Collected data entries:
>>

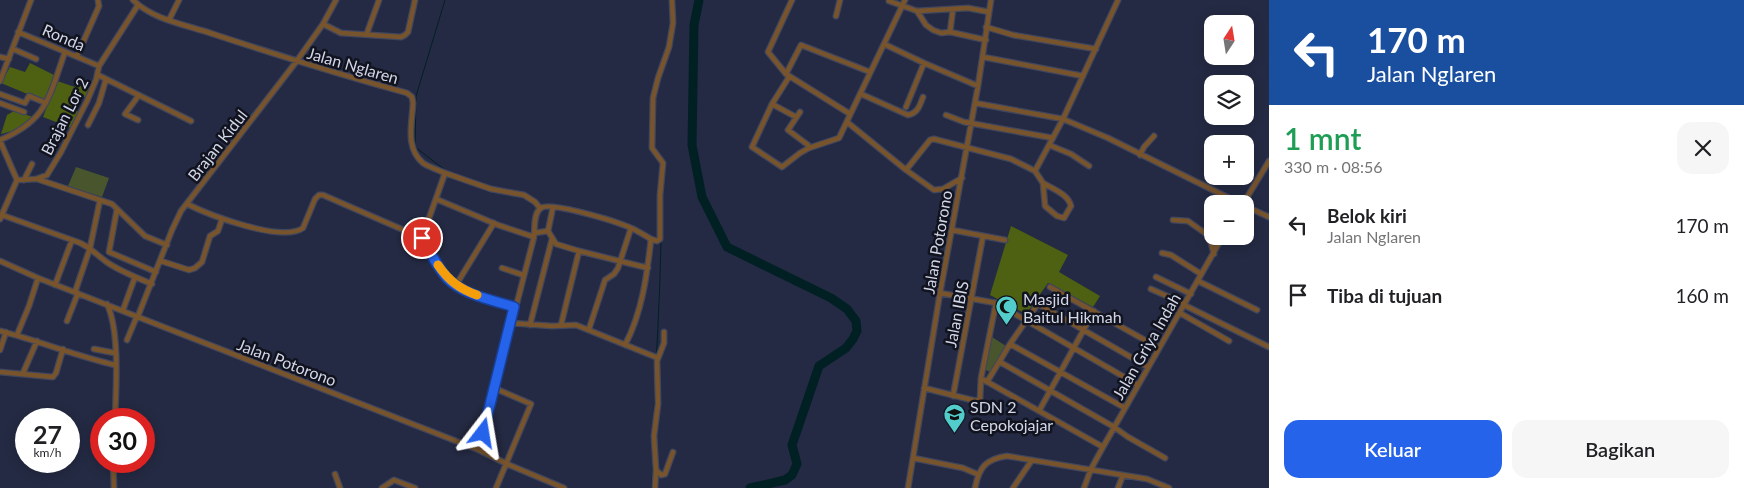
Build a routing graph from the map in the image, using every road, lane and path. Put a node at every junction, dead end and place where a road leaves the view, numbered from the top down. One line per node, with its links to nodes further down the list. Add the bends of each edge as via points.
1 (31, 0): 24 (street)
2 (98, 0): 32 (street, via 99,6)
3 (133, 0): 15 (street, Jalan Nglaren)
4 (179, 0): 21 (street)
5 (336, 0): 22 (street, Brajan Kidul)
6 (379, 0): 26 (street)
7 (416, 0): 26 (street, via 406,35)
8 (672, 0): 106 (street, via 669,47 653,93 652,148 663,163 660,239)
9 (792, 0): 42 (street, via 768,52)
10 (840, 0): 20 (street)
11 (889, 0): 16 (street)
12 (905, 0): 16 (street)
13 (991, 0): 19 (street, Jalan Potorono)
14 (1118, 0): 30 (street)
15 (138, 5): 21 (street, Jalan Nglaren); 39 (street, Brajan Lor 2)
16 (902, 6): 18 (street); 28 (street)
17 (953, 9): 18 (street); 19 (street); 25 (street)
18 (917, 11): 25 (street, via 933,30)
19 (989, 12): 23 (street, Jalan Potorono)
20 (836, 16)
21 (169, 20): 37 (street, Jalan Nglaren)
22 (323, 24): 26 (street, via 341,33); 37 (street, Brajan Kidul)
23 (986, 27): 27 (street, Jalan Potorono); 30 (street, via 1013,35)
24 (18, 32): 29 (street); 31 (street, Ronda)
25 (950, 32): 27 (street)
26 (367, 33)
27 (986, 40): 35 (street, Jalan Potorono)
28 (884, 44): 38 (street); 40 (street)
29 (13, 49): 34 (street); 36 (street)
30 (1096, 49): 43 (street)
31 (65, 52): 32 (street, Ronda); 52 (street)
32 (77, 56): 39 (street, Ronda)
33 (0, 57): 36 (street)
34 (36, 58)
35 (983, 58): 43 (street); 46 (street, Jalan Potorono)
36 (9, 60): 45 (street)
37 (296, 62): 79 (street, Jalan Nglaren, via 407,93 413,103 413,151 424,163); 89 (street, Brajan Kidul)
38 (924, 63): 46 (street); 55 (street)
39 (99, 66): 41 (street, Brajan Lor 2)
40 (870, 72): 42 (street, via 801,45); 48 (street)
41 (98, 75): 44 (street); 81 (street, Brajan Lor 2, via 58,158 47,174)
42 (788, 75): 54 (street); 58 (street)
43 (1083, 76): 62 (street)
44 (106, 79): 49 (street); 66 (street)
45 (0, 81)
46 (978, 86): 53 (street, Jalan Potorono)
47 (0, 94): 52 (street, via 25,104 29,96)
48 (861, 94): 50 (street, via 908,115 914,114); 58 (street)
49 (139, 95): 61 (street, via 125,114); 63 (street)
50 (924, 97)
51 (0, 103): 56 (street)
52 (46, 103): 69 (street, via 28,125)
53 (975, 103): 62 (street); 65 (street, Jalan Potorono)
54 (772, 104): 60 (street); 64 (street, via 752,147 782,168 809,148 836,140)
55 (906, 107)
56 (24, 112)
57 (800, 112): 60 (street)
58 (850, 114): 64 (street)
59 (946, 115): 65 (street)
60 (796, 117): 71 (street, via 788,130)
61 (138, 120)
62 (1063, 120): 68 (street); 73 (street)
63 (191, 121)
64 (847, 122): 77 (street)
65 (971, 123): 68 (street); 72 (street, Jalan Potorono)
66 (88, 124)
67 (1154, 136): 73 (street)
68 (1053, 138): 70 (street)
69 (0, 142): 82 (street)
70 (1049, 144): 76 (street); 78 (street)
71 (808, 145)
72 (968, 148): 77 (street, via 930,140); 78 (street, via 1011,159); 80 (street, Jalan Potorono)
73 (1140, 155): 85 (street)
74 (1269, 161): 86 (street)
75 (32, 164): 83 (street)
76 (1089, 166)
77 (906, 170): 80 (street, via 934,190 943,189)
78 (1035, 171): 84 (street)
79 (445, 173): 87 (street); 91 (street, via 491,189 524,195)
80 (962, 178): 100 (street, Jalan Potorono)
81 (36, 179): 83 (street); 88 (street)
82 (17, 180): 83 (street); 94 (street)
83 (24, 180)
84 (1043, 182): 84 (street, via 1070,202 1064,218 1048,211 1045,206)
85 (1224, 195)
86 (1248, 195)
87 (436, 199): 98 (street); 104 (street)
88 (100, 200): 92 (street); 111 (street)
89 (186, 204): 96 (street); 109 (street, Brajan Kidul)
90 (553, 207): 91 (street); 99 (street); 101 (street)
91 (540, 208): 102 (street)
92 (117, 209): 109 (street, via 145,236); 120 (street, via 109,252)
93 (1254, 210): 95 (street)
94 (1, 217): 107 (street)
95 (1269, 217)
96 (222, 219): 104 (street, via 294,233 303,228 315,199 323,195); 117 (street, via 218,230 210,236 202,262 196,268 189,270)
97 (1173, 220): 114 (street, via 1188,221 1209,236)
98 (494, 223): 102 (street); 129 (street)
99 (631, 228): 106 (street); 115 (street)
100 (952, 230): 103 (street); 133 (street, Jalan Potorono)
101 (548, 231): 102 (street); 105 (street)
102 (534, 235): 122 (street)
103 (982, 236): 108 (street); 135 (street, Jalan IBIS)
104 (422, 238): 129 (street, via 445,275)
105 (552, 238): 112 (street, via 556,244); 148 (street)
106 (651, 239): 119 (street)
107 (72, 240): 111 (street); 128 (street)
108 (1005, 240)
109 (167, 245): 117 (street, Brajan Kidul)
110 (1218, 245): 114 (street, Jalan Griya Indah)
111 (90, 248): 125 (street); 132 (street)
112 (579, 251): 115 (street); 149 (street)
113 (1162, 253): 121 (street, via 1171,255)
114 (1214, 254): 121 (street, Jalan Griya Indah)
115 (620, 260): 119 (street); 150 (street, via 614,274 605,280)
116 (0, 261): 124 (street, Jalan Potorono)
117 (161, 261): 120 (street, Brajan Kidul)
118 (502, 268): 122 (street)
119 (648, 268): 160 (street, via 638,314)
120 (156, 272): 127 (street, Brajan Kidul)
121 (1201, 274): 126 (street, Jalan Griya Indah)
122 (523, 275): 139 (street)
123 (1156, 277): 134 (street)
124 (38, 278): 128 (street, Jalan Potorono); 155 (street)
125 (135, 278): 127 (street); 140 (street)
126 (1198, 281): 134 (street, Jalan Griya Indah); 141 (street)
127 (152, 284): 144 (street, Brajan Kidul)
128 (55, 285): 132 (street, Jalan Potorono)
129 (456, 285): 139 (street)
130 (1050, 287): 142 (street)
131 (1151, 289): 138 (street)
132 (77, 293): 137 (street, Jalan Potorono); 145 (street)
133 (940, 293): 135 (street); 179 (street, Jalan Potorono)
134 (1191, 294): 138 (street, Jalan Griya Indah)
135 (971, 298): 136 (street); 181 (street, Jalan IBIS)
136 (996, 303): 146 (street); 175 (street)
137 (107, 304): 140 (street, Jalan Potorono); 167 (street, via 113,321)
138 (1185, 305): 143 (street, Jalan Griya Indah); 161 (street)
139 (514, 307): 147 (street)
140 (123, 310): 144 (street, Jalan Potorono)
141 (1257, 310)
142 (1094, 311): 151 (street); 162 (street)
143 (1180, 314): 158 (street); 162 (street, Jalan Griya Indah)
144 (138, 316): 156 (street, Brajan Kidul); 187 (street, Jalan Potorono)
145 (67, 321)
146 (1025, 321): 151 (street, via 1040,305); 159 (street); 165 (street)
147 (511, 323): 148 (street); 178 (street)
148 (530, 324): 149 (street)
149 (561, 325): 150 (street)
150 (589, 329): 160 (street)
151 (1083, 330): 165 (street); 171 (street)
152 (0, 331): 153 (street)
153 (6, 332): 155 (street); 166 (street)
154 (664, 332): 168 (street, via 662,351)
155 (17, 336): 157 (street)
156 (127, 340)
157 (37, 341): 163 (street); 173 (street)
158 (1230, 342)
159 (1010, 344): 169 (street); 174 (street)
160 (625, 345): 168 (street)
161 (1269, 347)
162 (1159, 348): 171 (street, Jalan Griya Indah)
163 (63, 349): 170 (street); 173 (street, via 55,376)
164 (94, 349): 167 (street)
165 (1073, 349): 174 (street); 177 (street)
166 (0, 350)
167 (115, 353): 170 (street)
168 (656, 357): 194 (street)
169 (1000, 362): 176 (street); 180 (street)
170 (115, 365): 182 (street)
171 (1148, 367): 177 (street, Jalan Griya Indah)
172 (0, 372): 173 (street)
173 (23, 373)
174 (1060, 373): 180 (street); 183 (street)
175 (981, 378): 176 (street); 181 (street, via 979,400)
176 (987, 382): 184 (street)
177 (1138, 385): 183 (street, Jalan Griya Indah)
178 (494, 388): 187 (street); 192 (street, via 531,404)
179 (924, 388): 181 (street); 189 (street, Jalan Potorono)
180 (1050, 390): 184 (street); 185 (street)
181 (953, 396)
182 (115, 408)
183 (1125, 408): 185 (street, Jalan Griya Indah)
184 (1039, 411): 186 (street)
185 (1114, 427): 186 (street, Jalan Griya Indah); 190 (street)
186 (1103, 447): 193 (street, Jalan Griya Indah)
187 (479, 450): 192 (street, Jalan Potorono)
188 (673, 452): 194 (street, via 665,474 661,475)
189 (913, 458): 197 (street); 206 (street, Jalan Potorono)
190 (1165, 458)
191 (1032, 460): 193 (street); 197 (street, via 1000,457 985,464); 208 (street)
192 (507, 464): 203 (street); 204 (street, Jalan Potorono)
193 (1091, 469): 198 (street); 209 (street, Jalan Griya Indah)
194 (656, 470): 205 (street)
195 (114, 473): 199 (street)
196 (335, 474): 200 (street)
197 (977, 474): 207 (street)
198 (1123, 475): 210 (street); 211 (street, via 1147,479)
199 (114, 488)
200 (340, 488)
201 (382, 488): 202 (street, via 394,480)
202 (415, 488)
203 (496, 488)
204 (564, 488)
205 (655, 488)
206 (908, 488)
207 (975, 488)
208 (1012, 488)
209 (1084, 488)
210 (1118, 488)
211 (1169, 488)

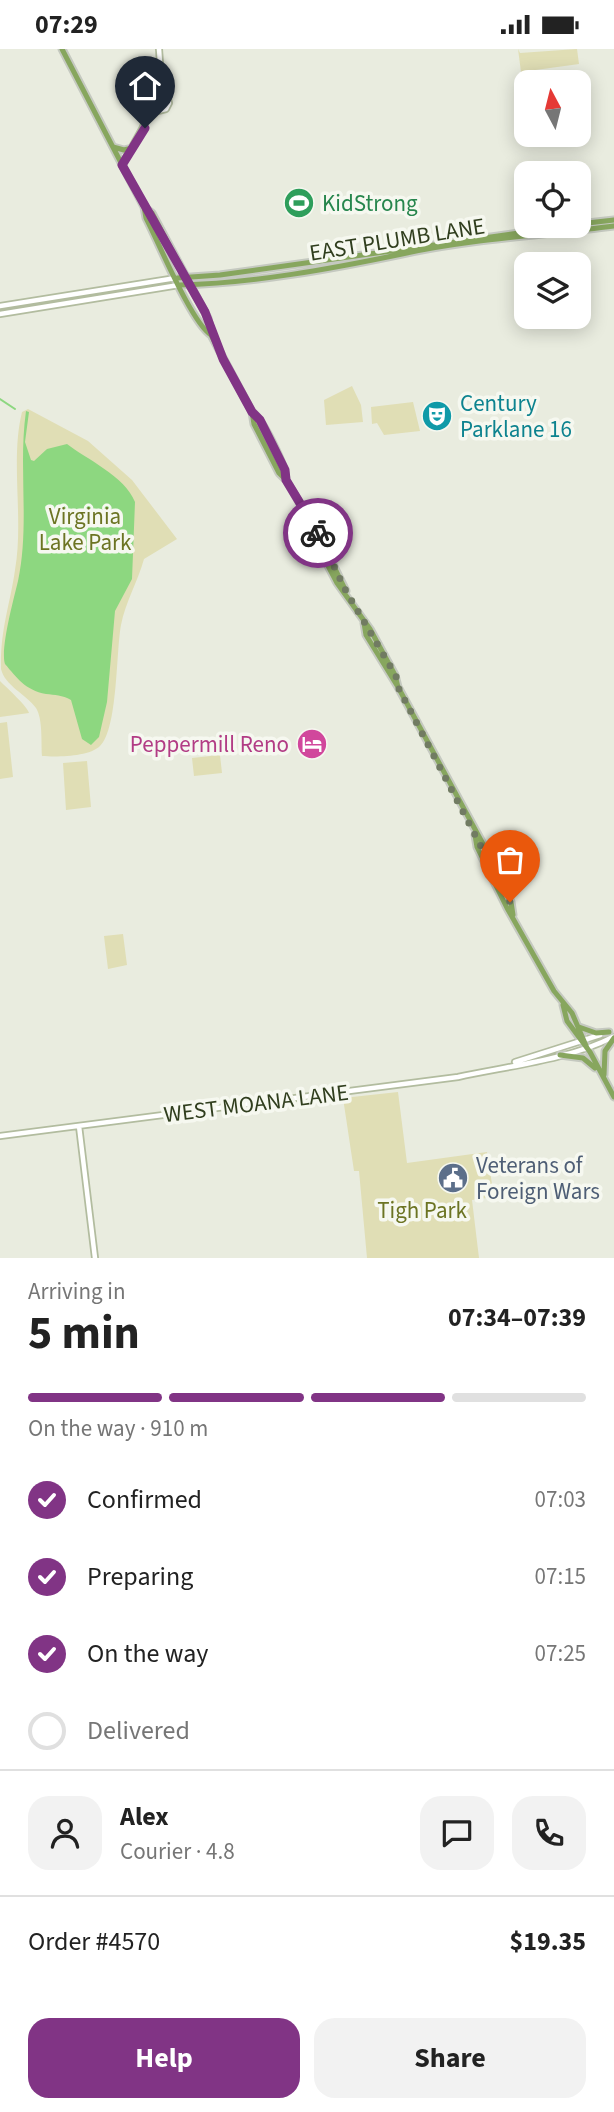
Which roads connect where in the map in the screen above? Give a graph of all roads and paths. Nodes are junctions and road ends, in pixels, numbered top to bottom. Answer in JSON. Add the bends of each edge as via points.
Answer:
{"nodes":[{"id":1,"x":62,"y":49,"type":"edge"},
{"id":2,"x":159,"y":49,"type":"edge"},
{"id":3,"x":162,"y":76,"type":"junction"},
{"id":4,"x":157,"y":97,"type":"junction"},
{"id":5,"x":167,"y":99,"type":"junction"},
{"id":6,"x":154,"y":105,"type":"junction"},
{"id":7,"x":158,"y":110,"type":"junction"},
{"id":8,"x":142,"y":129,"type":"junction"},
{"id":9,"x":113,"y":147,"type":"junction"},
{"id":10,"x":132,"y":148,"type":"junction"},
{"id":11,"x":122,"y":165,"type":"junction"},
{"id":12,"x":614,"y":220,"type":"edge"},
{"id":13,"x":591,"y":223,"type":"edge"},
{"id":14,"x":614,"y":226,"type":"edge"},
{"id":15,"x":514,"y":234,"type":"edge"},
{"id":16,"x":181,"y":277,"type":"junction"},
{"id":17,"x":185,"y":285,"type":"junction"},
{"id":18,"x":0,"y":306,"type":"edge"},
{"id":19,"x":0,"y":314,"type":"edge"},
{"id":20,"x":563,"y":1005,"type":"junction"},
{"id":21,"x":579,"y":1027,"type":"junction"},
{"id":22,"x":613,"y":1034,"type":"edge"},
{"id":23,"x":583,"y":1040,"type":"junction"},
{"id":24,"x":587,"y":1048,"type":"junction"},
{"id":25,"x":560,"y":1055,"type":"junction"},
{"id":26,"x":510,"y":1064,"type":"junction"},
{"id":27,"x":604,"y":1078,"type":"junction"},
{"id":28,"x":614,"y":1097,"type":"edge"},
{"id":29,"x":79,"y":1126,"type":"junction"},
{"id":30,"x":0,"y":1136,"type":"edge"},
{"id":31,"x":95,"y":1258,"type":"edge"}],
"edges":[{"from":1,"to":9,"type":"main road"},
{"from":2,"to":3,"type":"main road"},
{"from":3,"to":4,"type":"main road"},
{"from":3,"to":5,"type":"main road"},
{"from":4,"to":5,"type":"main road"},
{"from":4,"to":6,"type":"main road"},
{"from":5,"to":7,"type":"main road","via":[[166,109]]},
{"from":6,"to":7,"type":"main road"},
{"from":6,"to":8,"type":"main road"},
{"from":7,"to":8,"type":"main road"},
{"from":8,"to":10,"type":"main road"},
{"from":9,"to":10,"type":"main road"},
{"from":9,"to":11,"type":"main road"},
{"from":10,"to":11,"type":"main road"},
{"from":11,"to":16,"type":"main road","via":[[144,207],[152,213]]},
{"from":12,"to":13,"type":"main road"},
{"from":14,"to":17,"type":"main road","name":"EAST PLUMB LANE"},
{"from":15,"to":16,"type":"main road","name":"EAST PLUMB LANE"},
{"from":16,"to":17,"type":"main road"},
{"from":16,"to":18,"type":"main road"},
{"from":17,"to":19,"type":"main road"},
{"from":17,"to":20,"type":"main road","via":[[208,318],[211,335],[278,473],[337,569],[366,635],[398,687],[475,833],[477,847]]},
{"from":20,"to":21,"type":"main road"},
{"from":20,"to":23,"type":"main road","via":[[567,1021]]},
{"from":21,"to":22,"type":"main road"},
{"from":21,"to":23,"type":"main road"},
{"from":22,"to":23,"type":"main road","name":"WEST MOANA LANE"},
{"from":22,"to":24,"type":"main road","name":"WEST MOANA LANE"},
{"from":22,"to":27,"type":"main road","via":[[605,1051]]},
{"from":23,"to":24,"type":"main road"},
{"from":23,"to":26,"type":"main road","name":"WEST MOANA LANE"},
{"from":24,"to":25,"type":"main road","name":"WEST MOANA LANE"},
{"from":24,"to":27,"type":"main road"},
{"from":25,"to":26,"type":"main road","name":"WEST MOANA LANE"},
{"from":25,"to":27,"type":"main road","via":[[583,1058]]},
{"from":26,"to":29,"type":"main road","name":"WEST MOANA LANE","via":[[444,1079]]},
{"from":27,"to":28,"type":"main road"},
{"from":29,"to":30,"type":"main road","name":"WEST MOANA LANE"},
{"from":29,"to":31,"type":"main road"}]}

<<

**About this task**
For the word "Ronda", count the lines of the data that contain it and state only that count.

**Result**
3